**Action item:** Every single entry needs to appear again exactly as given.

**Available records:**
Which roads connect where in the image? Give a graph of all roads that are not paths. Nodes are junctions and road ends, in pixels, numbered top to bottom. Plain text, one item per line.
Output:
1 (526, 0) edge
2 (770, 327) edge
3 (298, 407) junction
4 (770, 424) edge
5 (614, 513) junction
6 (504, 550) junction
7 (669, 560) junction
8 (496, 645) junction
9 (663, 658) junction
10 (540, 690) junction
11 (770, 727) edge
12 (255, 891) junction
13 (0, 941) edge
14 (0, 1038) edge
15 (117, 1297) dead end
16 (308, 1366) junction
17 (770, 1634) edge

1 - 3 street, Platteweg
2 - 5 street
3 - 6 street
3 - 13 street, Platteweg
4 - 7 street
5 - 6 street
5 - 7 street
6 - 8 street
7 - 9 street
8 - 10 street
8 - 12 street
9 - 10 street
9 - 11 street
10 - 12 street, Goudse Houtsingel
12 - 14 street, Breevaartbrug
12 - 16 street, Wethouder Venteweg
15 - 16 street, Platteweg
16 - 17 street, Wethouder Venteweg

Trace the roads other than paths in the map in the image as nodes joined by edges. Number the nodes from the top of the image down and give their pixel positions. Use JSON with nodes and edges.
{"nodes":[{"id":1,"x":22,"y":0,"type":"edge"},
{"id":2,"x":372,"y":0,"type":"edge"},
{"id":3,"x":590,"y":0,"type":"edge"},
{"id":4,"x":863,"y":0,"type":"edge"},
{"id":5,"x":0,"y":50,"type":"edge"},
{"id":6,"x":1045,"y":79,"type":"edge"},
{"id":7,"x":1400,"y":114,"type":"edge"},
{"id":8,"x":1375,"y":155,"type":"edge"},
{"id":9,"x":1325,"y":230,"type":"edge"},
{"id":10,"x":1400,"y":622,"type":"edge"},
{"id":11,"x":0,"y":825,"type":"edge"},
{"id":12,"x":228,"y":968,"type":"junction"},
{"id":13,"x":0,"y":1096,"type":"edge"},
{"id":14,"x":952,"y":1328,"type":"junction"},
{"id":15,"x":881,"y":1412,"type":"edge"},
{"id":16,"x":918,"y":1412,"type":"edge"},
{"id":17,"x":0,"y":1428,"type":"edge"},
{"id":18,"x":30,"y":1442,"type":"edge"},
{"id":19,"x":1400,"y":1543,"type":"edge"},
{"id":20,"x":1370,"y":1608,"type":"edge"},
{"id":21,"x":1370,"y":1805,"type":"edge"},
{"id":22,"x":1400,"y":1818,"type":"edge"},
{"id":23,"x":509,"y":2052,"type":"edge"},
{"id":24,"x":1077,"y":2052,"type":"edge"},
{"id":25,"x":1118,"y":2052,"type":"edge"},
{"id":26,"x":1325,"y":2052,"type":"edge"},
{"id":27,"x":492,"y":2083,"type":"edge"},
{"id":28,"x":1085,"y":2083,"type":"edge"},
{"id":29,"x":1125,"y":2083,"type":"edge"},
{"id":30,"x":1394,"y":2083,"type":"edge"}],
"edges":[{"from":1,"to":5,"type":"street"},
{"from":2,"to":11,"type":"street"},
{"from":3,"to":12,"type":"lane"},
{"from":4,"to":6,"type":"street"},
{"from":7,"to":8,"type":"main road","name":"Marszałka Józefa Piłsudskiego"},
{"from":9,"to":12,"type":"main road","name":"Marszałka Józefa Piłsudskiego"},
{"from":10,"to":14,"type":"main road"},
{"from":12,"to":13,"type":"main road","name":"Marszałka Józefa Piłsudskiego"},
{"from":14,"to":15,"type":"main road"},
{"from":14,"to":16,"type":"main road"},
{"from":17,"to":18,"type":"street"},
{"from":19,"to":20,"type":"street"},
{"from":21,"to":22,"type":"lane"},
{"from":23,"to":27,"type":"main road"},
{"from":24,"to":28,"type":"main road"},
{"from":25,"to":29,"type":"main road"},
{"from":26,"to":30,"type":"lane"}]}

**Answer for the task:**
Which roads connect where in the image? Give a graph of all roads that are not paths. Nodes are junctions and road ends, in pixels, numbered top to bottom. Plain text, one item per line.
Output:
1 (526, 0) edge
2 (770, 327) edge
3 (298, 407) junction
4 (770, 424) edge
5 (614, 513) junction
6 (504, 550) junction
7 (669, 560) junction
8 (496, 645) junction
9 (663, 658) junction
10 (540, 690) junction
11 (770, 727) edge
12 (255, 891) junction
13 (0, 941) edge
14 (0, 1038) edge
15 (117, 1297) dead end
16 (308, 1366) junction
17 (770, 1634) edge

1 - 3 street, Platteweg
2 - 5 street
3 - 6 street
3 - 13 street, Platteweg
4 - 7 street
5 - 6 street
5 - 7 street
6 - 8 street
7 - 9 street
8 - 10 street
8 - 12 street
9 - 10 street
9 - 11 street
10 - 12 street, Goudse Houtsingel
12 - 14 street, Breevaartbrug
12 - 16 street, Wethouder Venteweg
15 - 16 street, Platteweg
16 - 17 street, Wethouder Venteweg

Trace the roads other than paths in the map in the image as nodes joined by edges. Number the nodes from the top of the image down and give their pixel positions. Use JSON with nodes and edges.
{"nodes":[{"id":1,"x":22,"y":0,"type":"edge"},
{"id":2,"x":372,"y":0,"type":"edge"},
{"id":3,"x":590,"y":0,"type":"edge"},
{"id":4,"x":863,"y":0,"type":"edge"},
{"id":5,"x":0,"y":50,"type":"edge"},
{"id":6,"x":1045,"y":79,"type":"edge"},
{"id":7,"x":1400,"y":114,"type":"edge"},
{"id":8,"x":1375,"y":155,"type":"edge"},
{"id":9,"x":1325,"y":230,"type":"edge"},
{"id":10,"x":1400,"y":622,"type":"edge"},
{"id":11,"x":0,"y":825,"type":"edge"},
{"id":12,"x":228,"y":968,"type":"junction"},
{"id":13,"x":0,"y":1096,"type":"edge"},
{"id":14,"x":952,"y":1328,"type":"junction"},
{"id":15,"x":881,"y":1412,"type":"edge"},
{"id":16,"x":918,"y":1412,"type":"edge"},
{"id":17,"x":0,"y":1428,"type":"edge"},
{"id":18,"x":30,"y":1442,"type":"edge"},
{"id":19,"x":1400,"y":1543,"type":"edge"},
{"id":20,"x":1370,"y":1608,"type":"edge"},
{"id":21,"x":1370,"y":1805,"type":"edge"},
{"id":22,"x":1400,"y":1818,"type":"edge"},
{"id":23,"x":509,"y":2052,"type":"edge"},
{"id":24,"x":1077,"y":2052,"type":"edge"},
{"id":25,"x":1118,"y":2052,"type":"edge"},
{"id":26,"x":1325,"y":2052,"type":"edge"},
{"id":27,"x":492,"y":2083,"type":"edge"},
{"id":28,"x":1085,"y":2083,"type":"edge"},
{"id":29,"x":1125,"y":2083,"type":"edge"},
{"id":30,"x":1394,"y":2083,"type":"edge"}],
"edges":[{"from":1,"to":5,"type":"street"},
{"from":2,"to":11,"type":"street"},
{"from":3,"to":12,"type":"lane"},
{"from":4,"to":6,"type":"street"},
{"from":7,"to":8,"type":"main road","name":"Marszałka Józefa Piłsudskiego"},
{"from":9,"to":12,"type":"main road","name":"Marszałka Józefa Piłsudskiego"},
{"from":10,"to":14,"type":"main road"},
{"from":12,"to":13,"type":"main road","name":"Marszałka Józefa Piłsudskiego"},
{"from":14,"to":15,"type":"main road"},
{"from":14,"to":16,"type":"main road"},
{"from":17,"to":18,"type":"street"},
{"from":19,"to":20,"type":"street"},
{"from":21,"to":22,"type":"lane"},
{"from":23,"to":27,"type":"main road"},
{"from":24,"to":28,"type":"main road"},
{"from":25,"to":29,"type":"main road"},
{"from":26,"to":30,"type":"lane"}]}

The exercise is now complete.